Line and Word Breaking
Along with Complex Scripts, word and line breaking add a special case when multilingual text is to be parsed or displayed.
Latin script follows some straightforward rules for world and line breaking, such as breaking a line at a space, tab, or hyphen. For languages like Thai and Khmer, words run together (with no space between characters that end a word and those that begin another word, as with Latin script). This makes word breaking in such languages a more complex process, since syntax rules require line breaking on word boundaries. Thus for languages like Thai and Khmer, word breaking is based on grammatical analysis and on word matching in dictionaries during text processing at run time. Other languages also have rules of their own.
Unlike most Western written languages, Chinese, Japanese, Korean, and Thai do not necessarily indicate the distinction between words by using spaces. Although the Thai language does not use spacing between words, it still requires lines to be broken on word boundaries.
For these languages, world–ready software applications cannot conveniently base line–breaking and word–wrapping algorithms on a space character or on standard hyphenation rules. They must follow different guidelines.
Take Japanese, for example. Japanese line breaking is based on the kinsoku rules–you can break lines between any two characters, with several exceptions. The first exception is that a line of text cannot end with any leading characters–such as opening quotation marks, opening parentheses, and currency signs–that shouldn't be separated from succeeding characters. The second exception is that a line of text cannot begin with any following characters–such as closing quotation marks, closing parentheses, and punctuation marks–that shouldn't be separated from preceding characters. The third exception is that certain overflow characters (such as punctuation characters) are allowed to extend beyond the right margin for horizontal text or below the bottom margin for vertical text.

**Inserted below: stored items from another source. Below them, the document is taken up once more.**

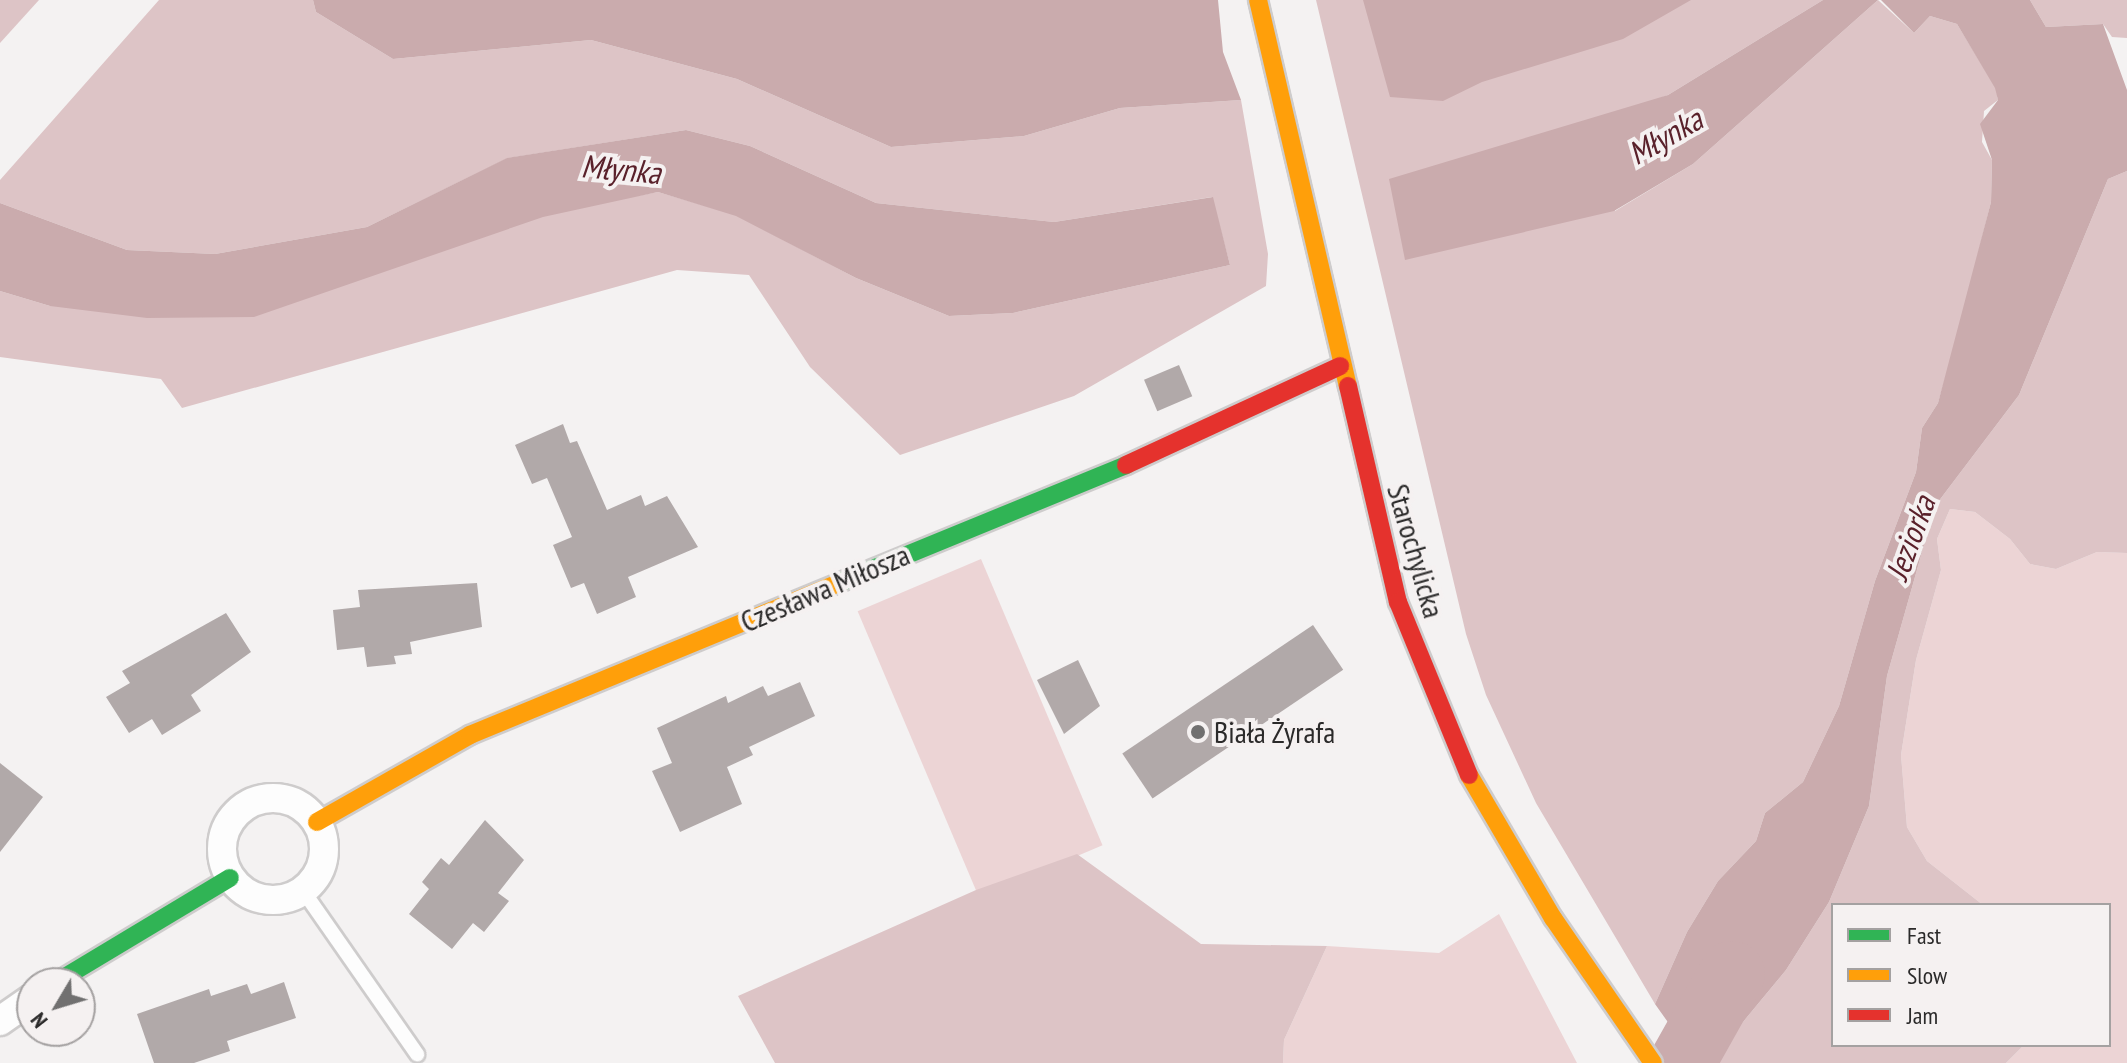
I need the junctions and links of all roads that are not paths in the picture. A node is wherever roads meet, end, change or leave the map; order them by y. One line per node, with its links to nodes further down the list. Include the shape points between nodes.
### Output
1 (1258, 0): 2 (street, Starochylicka)
2 (1340, 366): 3 (street, Czesława Miłosza, via 1154,453 470,735); 8 (street, Starochylicka, via 1398,602 1463,766)
3 (317, 822): 4 (street, via 292,801 276,798 246,806 225,831); 5 (street, via 325,856)
4 (230, 878): 5 (street, via 258,899 276,901); 6 (street)
5 (304, 892): 7 (lane)
6 (82, 967)
7 (417, 1054)
8 (1653, 1063)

Line/Word Breaking in Win32
Many applications deal mostly with plaintext–text that is all in the same typeface, weight, color, and so on. Such applications have traditionally displayed text using standard Win32 display entry points ( TextOut, ExtTextOut, TabbedTextOut, and DrawText) to write text to a window, and the GetTextExtent family of functions to measure line lengths. In Windows 2000 and Windows XP, the standard entry points – as long as standard controls have been extended to support display of multilingual Unicode text and complex scripts, to display vertical text, and to handle special rules regarding line breaking and word breaking. In general, this support is transparent to the application itself, so properly designed applications require no changes to support complex scripts through these interfaces. Finally, your line–breaking is safe when you use standard multiline edit control.
Applications that apply more complex formatting rules to the output may do it using Rich Edit control. This component, among other multilingual features, offer language–sensitive line–breaking mechanisms. And finally, Uniscribe provides the supports for line breaking at word boundaries through ScriptBreak for those who build complex formatted output in their own code.
Line/Word Breaking in .NET Framework
Text input, output, and display in Web content has been made a lot easier because HTML rendering in Internet Explorer is handled by the Trident module (Mshtml.dll), which is one of the Uniscribe clients. All support for different input languages and complex scripts is provided to Web–based pages automatically and transparently, as long as Unicode encoding (either UTF–8 or UTF–16) is used. For Web content within the .NET Framework, system support hides all implementation details for Microsoft Windows Forms and for other .NET applications.
Another essential aspect of a globalized application is its ability to display the correct font. Thanks to the evolution of font technology, enabling support for varying fonts has become a more manageable task.